Open Discussion → Using Popfile best practices.

Using Popfile best practices.

Hi Guys.

Knowing that popfile has reached a point in its learning curve that says its effectiveness is reaching an acceptable level requires continual scrutinization of the classified mails.

A problem of course for all software of this nature but while popfile is learning, not using any software and manually weeding out the spam would probably be just as quick. Maybe however it will all be worth it. I am still hopefull.


However a current issue I have is that I have allowed a missclassification to slip through and dont know how to undo any harm it may cause.

My method:
Every couple of days filter against each bucket and check that classifications are correct then remove the entries. But, today, with 14 pages of spam close scrutiny after several weeks of learning is becoming a chore. So I do a quick visual scan in outlook for which I have setup folders mirroring the buckets afterwards.

Today I noticed that a good mail had been reclassified as spam and I had already removed it from the list in popfile.

Obviously this suggests I need to make my approach a little more structured and having made the mistake I dont see how to correct it. An archive without reclassification would be usefull so that I could later reclassify errors. If the only solution is delete the database and start reclassification all over again, even if only for one bucket - its good bye popfile.

But I am wondering how people really use it or are they less concerned with me about errors of this nature continually assigning mail to spam etc.

Any comments about how your own methodologies would be appreciated.

  • Message #1659

    Today I noticed that a good mail had been reclassified as spam and I had already removed it from the list in popfile ... An archive without reclassification would be usefull so that I could later reclassify errors.

    POPFile will automatically delete entries from its HISTORY pages after a few days. The default setting is to delete old messages after two days but you can use the CONFIGURATION page to change this delay to anything between 1 and 366 days.
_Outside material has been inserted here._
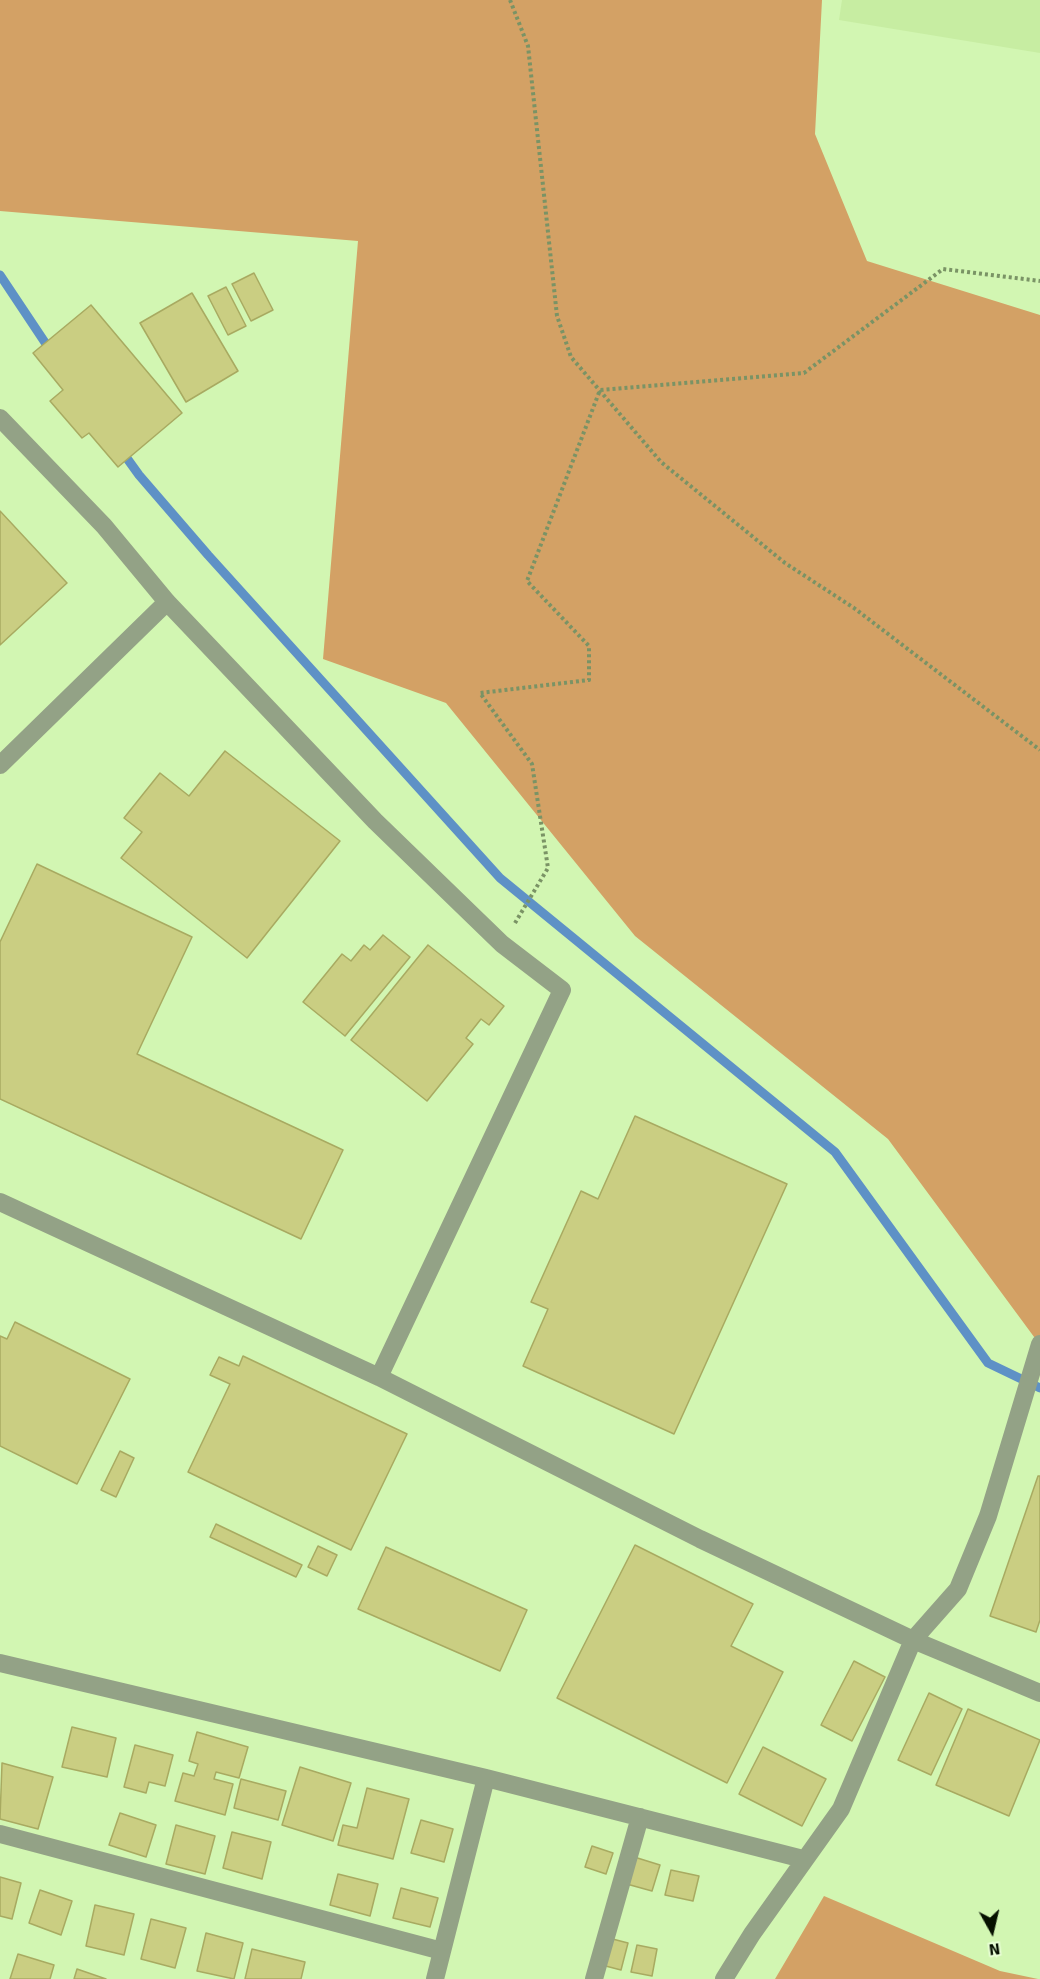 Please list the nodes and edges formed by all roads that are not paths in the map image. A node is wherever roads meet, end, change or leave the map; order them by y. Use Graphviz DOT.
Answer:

    If you only check for classification errors once every two weeks then I suggest you make sure POPFile retains messages for at least two weeks to give you the chance to correct the errors.

    There is no need to reclassify every message that POPFile has wrongly classified. If multiple identical or nearly-identical messages are received it is generally only necessary to train on one of them. This will not change the current classification of the other similar messages because they've already been passed along to the mail client, but will affect future messages. You can see if a message would now be classified differently on the message's Detailed View.

    The "How long will it take until POPFile will reach a decent accuracy?" page in the wiki contains some statistics showing how few messages I needed to reclassify in order to achieve 99% accuracy. I do not think having to classify 36 messages out of a total of 4,000 was a time consuming task.

    How many buckets have you defined? You need to create at least two buckets in addition to the 'unclassified' bucket and you also need to classify some mail for each bucket you have defined, otherwise POPFile will be unable to perform well.

    I make a backup copy of POPFile's SQLite database at least once a day so I can easily revert to a recent backup if disaster strikes.